Women who own small businesses are happier with their banking experiences than their male counterparts are, according to a study by J.D. Power released Thursday.
Women's overall banking satisfaction level was 766 on a 1,000-point scale, compared with 746 for men. The results came from a survey conducted this summer.
The U.S. Small Business Banking Satisfaction Study measures customer attitudes about product offerings, account managers, account information, problem resolution, credit services, fees and other factors.
JPMorgan Chase had the highest rankings in the West and Midwest, TD Bank finished highest in the Northeast and Citibank was tops in the South.

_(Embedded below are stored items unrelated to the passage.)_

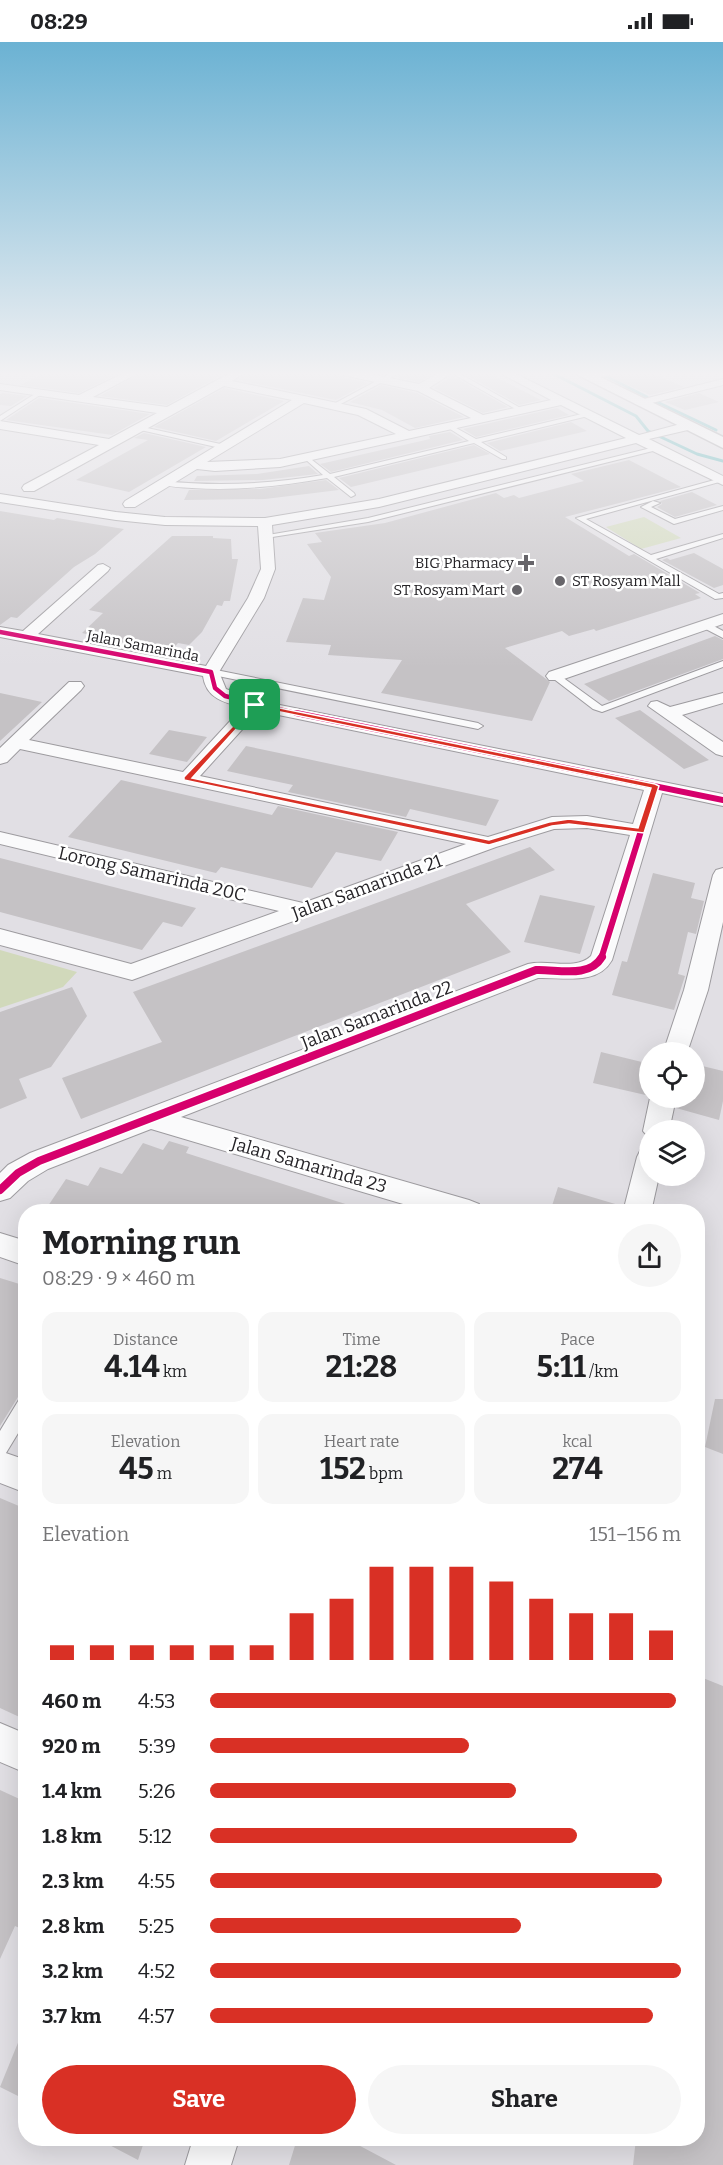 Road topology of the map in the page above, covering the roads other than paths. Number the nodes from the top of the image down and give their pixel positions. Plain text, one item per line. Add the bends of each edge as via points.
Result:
1 (58, 470) edge
2 (186, 470) edge
3 (321, 470) edge
4 (354, 470) edge
5 (455, 470) edge
6 (511, 470) edge
7 (567, 470) edge
8 (700, 470) edge
9 (328, 476) junction
10 (722, 481) edge
11 (164, 483) junction
12 (395, 485) dead end
13 (697, 489) junction
14 (373, 490) dead end
15 (51, 491) dead end
16 (351, 495) junction
17 (0, 498) edge
18 (108, 501) dead end
19 (130, 504) junction
20 (723, 508) edge
21 (723, 513) edge
22 (669, 528) dead end
23 (266, 529) junction
24 (723, 536) edge
25 (650, 558) junction
26 (103, 568) dead end
27 (723, 595) edge
28 (723, 619) edge
29 (705, 625) junction
30 (0, 632) edge
31 (723, 635) edge
32 (26, 637) junction
33 (723, 664) edge
34 (211, 672) junction
35 (555, 676) joint
36 (75, 686) dead end
37 (723, 698) edge
38 (255, 705) junction
39 (478, 726) dead end
40 (16, 743) junction
41 (723, 750) edge
42 (0, 758) edge
43 (187, 779) junction
44 (655, 786) junction
45 (723, 800) edge
46 (641, 831) junction
47 (0, 838) edge
48 (489, 843) junction
49 (723, 875) edge
50 (304, 910) junction
51 (0, 937) edge
52 (679, 1042) edge
53 (149, 1118) junction
54 (643, 1186) edge
55 (0, 1190) edge
56 (414, 1204) edge
57 (639, 1204) edge
58 (0, 1245) edge
59 (18, 1251) edge
60 (18, 1417) edge
61 (0, 1447) edge
62 (0, 1467) edge
63 (18, 1474) edge
64 (0, 1742) edge
65 (18, 1750) edge
66 (214, 2146) edge
67 (208, 2165) edge

1 - 15 street via 24,487
2 - 11 street
3 - 9 lane
4 - 9 lane
5 - 12 street
6 - 23 street
7 - 23 lane via 368,520
8 - 10 street
9 - 11 lane via 235,488
9 - 16 lane
10 - 13 lane
11 - 19 street
13 - 20 lane via 645,507 674,522
13 - 25 lane via 580,518
14 - 16 street
16 - 19 street via 292,507 241,510
17 - 23 street via 116,516
18 - 19 street
21 - 22 lane
23 - 34 street via 268,569 256,598
24 - 25 lane
25 - 27 lane via 718,597
26 - 32 street
28 - 29 street
29 - 31 lane
29 - 35 street
30 - 32 street, Jalan Samarinda
32 - 34 street, Jalan Samarinda
33 - 35 lane via 602,709
34 - 38 street, Jalan Samarinda via 211,684 217,693
34 - 39 lane
36 - 40 street
37 - 41 street via 662,709
38 - 43 street
38 - 44 street, Jalan Samarinda
40 - 42 street
40 - 43 street
43 - 48 street
44 - 45 street, Jalan Samarinda
44 - 46 street, Jalan Samarinda 22
46 - 48 street, Jalan Samarinda 21 via 569,821
46 - 53 street, Jalan Samarinda 22 via 596,966 582,971 536,970
47 - 50 street, Lorong Samarinda 20C
48 - 50 street, Jalan Samarinda 21
49 - 52 street via 696,990
50 - 51 street, Jalan Samarinda 21 via 132,972
53 - 55 street, Jalan Samarinda 22 via 39,1161
53 - 56 street, Jalan Samarinda 23
54 - 57 street
58 - 59 street
60 - 61 lane
62 - 63 street
64 - 65 street
66 - 67 street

Satisfaction scores trended higher among customers who had trusted account managers, the study said. Overall satisfaction among business owners was 825 in those situations, but it plummeted to 636 when no bank officials established themselves as trusted advisers.

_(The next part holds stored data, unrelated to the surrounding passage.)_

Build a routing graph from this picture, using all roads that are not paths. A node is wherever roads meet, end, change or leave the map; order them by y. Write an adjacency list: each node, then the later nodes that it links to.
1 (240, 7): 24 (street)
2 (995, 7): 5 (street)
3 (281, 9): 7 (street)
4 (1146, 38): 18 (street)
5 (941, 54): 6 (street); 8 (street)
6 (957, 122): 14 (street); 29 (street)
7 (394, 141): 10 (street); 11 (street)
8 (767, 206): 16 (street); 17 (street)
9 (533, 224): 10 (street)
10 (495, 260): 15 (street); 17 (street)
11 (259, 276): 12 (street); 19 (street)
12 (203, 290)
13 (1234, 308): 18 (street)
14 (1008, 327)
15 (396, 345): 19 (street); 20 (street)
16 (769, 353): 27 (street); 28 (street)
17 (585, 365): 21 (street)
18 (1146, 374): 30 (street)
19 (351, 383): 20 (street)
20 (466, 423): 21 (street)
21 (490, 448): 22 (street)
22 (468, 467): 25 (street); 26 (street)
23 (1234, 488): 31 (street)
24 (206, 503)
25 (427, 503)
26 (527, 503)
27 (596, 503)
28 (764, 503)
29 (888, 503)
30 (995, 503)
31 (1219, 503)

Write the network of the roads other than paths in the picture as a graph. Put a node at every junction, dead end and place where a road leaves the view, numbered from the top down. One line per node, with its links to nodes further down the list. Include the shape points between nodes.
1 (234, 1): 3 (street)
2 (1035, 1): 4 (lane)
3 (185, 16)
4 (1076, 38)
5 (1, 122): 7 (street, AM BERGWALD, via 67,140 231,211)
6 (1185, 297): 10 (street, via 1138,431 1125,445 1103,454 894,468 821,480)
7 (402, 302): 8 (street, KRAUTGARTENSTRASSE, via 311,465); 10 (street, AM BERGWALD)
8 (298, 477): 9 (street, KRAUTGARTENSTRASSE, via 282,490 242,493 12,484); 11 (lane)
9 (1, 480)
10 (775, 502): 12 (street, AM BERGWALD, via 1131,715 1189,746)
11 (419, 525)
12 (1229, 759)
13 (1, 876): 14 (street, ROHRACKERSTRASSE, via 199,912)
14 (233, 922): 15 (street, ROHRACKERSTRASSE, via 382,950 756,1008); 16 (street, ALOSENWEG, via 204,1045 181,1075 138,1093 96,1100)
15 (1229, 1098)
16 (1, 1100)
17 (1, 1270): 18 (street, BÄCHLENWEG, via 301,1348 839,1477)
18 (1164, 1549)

Women reported higher satisfaction than men in all scoring categories. The widest gaps were in product offerings, account activities, credit services and fees.

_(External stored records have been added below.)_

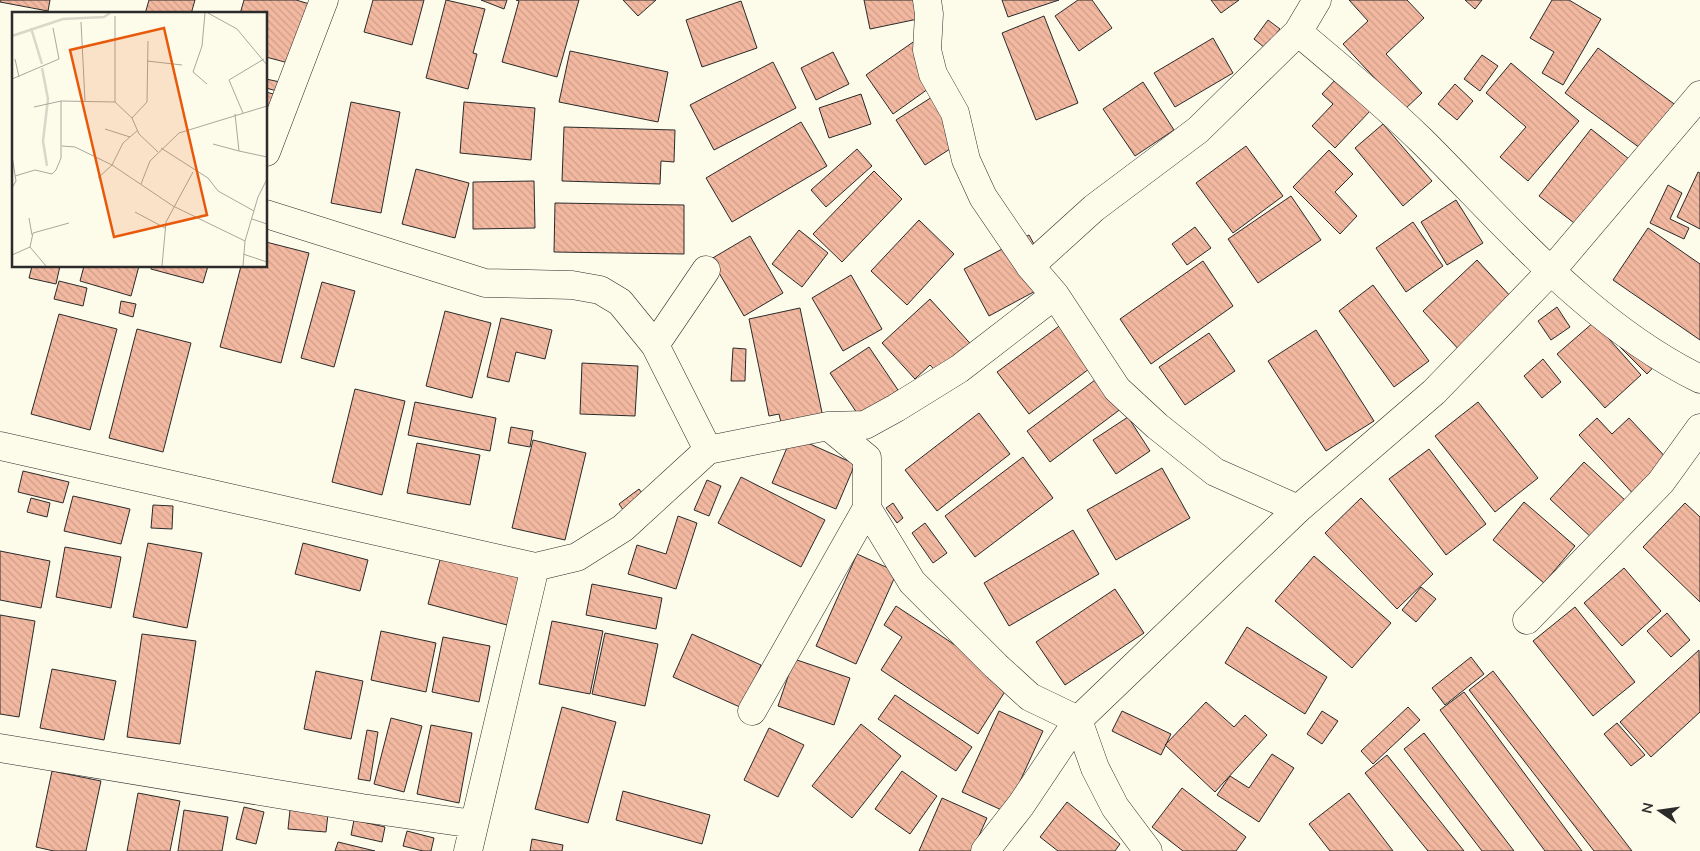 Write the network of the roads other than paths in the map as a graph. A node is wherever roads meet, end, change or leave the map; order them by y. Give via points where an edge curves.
1 (324, 0) edge
2 (927, 0) edge
3 (1317, 0) edge
4 (1298, 32) junction
5 (1700, 95) edge
6 (268, 147) edge
7 (268, 215) edge
8 (1030, 266) junction
9 (706, 270) dead end
10 (1552, 271) junction
11 (1055, 295) junction
12 (655, 345) junction
13 (1700, 379) edge
14 (865, 425) junction
15 (828, 426) junction
16 (1700, 428) edge
17 (0, 446) edge
18 (708, 450) junction
19 (867, 458) junction
20 (867, 508) junction
21 (1298, 509) junction
22 (535, 567) junction
23 (1527, 620) dead end
24 (752, 711) dead end
25 (1078, 720) junction
26 (0, 748) edge
27 (474, 824) junction
28 (468, 851) edge
29 (985, 851) edge
30 (1148, 851) edge

1 - 6 street
2 - 8 street via 927,50 934,74 955,113 966,160 983,197
3 - 4 street
4 - 8 street via 1198,130 1094,208
4 - 10 street via 1374,95
5 - 10 street
7 - 12 street via 484,283 572,285 600,290 620,302
8 - 11 street
9 - 12 street
10 - 13 street via 1599,313 1676,367
10 - 21 street via 1434,392
11 - 14 street via 959,369
11 - 21 street via 1117,388 1157,426 1215,472
12 - 18 street
14 - 15 street
14 - 19 street
15 - 18 street
15 - 19 street
16 - 23 street via 1661,482
17 - 22 street
18 - 22 street via 624,528 577,557
19 - 20 street
20 - 24 street
20 - 25 street via 912,582 1030,697
21 - 25 street
22 - 27 street
25 - 29 street via 1021,805
25 - 30 street via 1095,768 1115,808
26 - 27 street
27 - 28 street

Seventy-three percent of female business owners had optimistic outlooks about their work, while only 69% of male business owners did. That may explain part of the difference in their satisfaction levels at the bank, J.D. Power noted in a news release.
About 9,000 small-business owners or financial decision-makers were surveyed between June and August. Women own 35% of small U.S. businesses, according to the U.S. Small Business Administration.